Blue Jasmine de Woody Allen

Cate Blanchett é fenomenal neste filme. Pronto, já o disse, como tantos outros antes de mim e mais uns depois. A sua capacidade de levar ao extremo dos sentimentos e do desespero este personagem é, efetivamente, reservada apenas àqueles que carregam dentro de si o talento e o caos suficientes para conseguir uma proeza deste gabarito (já o dizia Nietzsche). Se Cate não vence nenhum prémio com o papel desta mulher, mutuamente destroçada e enamorada, então roubem-no à Gwyneth Paltrow, que até hoje não percebo como ganhou alguma coisa com o Shakespeare in Love (e até simpatizo com a rapariga, mas convenhamos…). Há uma sinfonia multi-instrumental a ser tocada na face e nos gestos de Blanchett, que consegue colocar a nu um personagem criado por outro génio, o realizador/escritor/autor Woody Allen.

E está aqui outra surpresa deste Blue Jasmine, ou seja, Allen afinal continua vivo, não que alguma vez achasse que estivesse menos dotado mas, talvez, mais complacente com o percurso e se resignasse a “divertir-se”. Nada mais longe da verdade, como este filme tão bem atesta. O realizador nova-iorquino, que espero ver um dia a filmar Lisboa, volta a exibir a justificação porque, com a idade, as coisas tornam-se mais claras, ou melhor, definidas pela indefinição.


As aparências iludem, não somos exatamente aquilo que parecemos nem tampouco aquilo que os outros pensam que nós somos. E este Blue Jasmine é, também, um filme sobre o que aparentamos ser e aquilo que, forçados pelo cair dos dominós, temos mesmo de ser. Muitos são os personagens que são uma coisa no início deste filme e que, no seu decorrer, revelam-se ser outra. As áreas de cinzento com que, pelo senso-comum, costumamos classificar o real, estão devidamente representadas.
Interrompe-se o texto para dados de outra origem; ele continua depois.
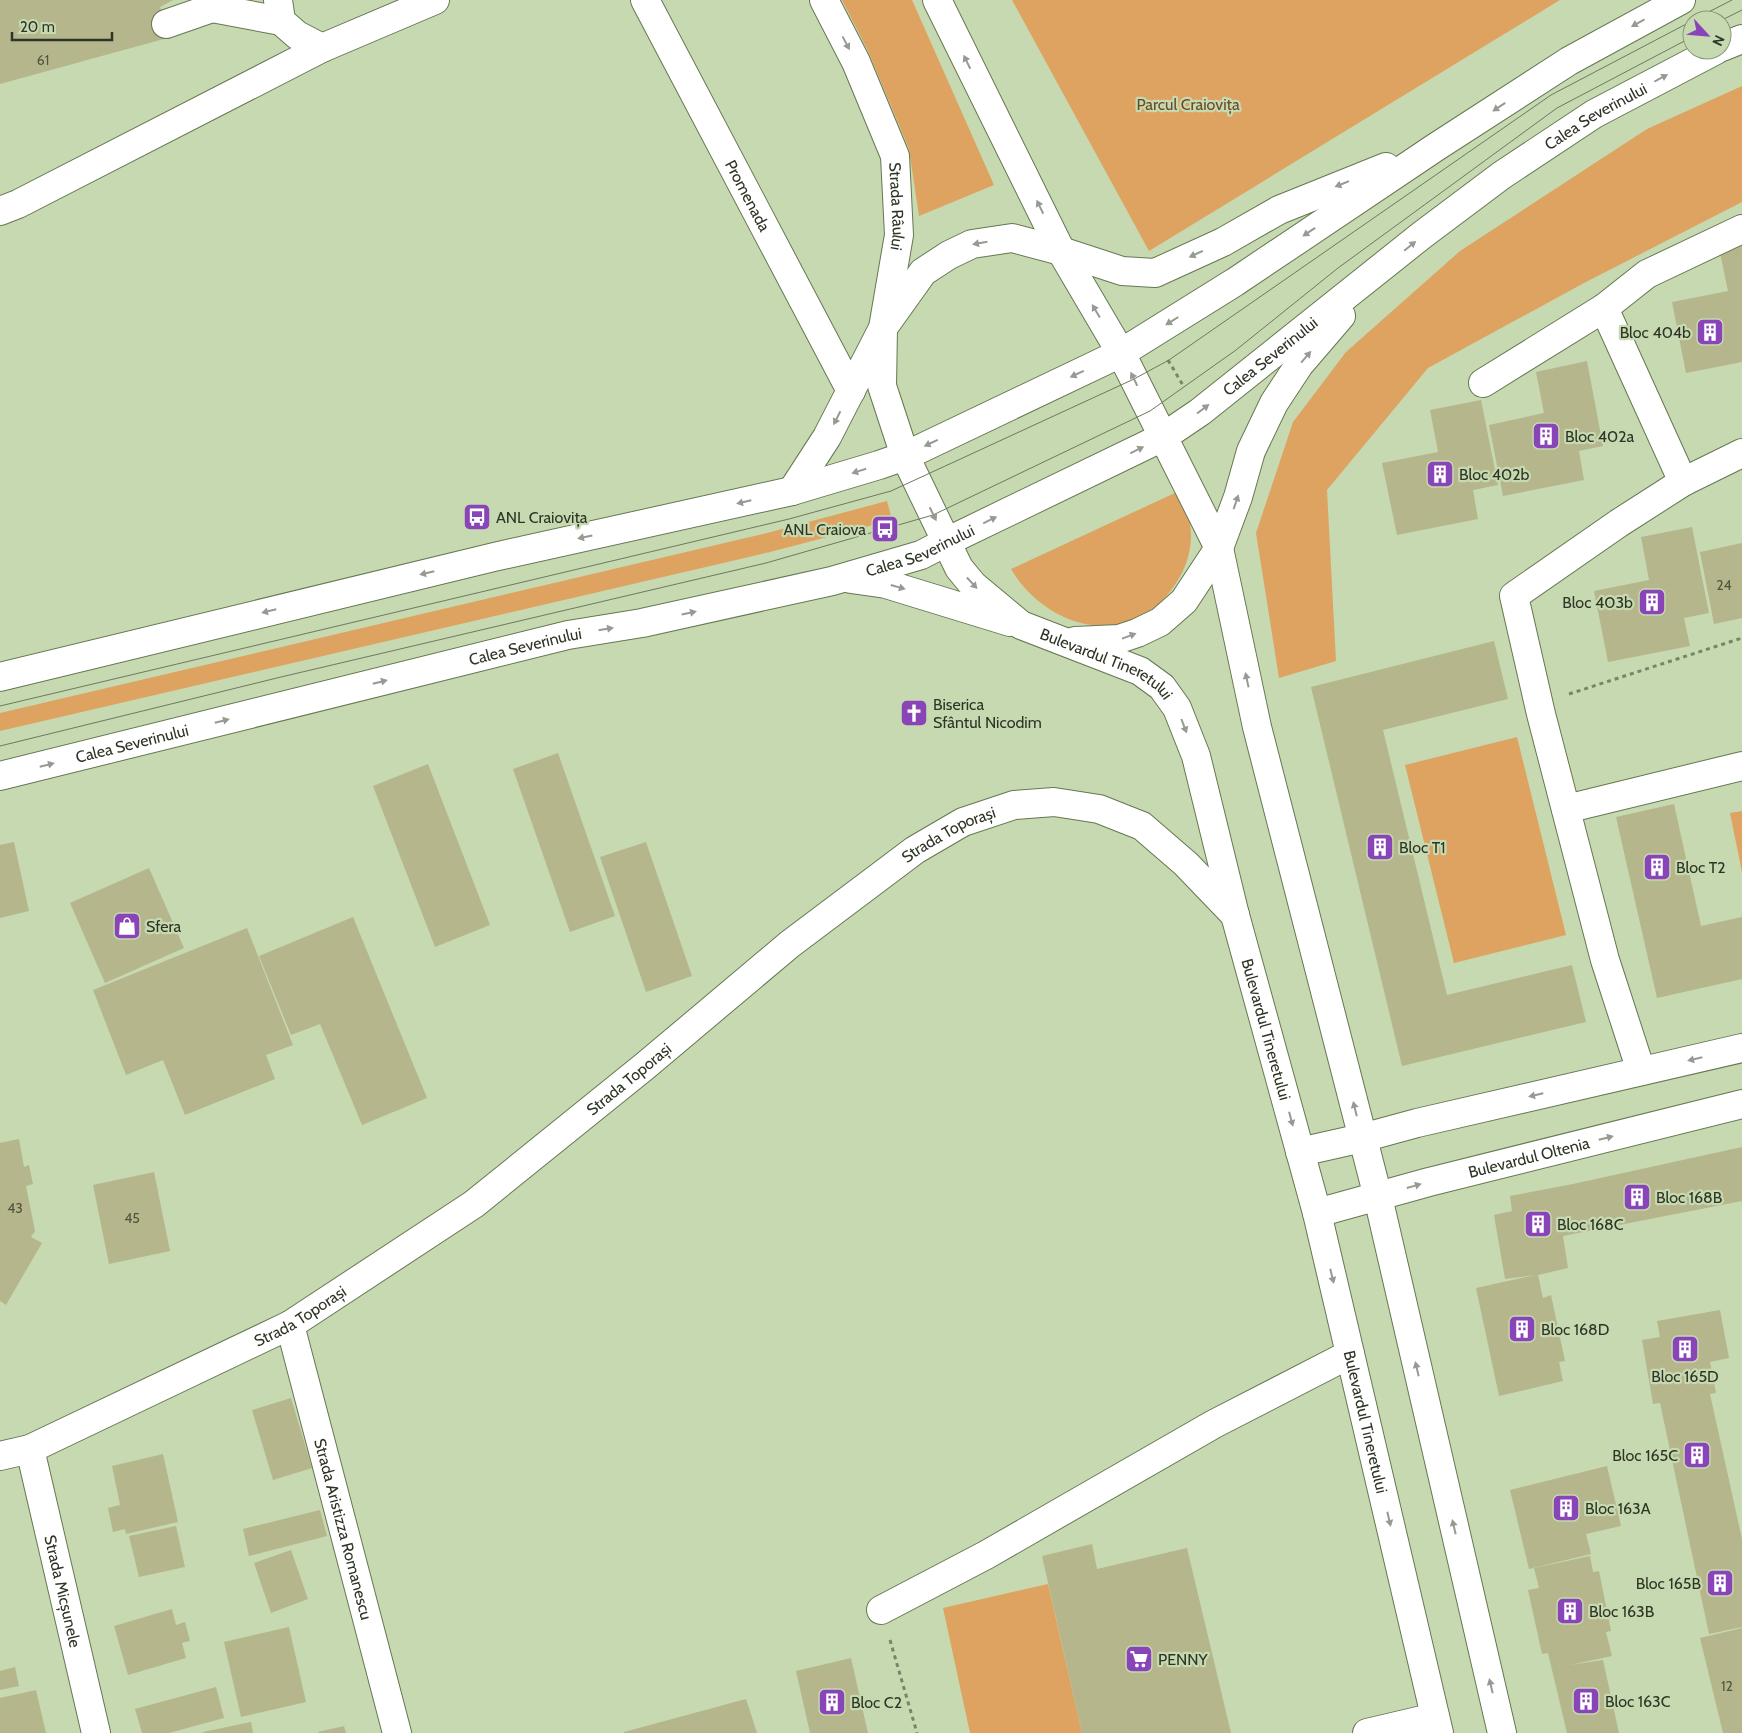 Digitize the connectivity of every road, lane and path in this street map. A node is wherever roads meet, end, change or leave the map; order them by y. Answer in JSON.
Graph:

Personagens fortes são, na realidade, fracos. Personagens elitistas são, na realidade, naif. Personagens humildes são, na realidade, sujeitos aos mesmos sonhos vácuos de todos os outros. Nesta sinfonia (outra vez) existe a batuta exímia de um maestro que, de tanto tocar, acaba por, num determinado dia, acertar nas notas e forçar o divino para fora do interior do corriqueiro.
 
Voltaste, Woody, e estás completamente a-perdoado.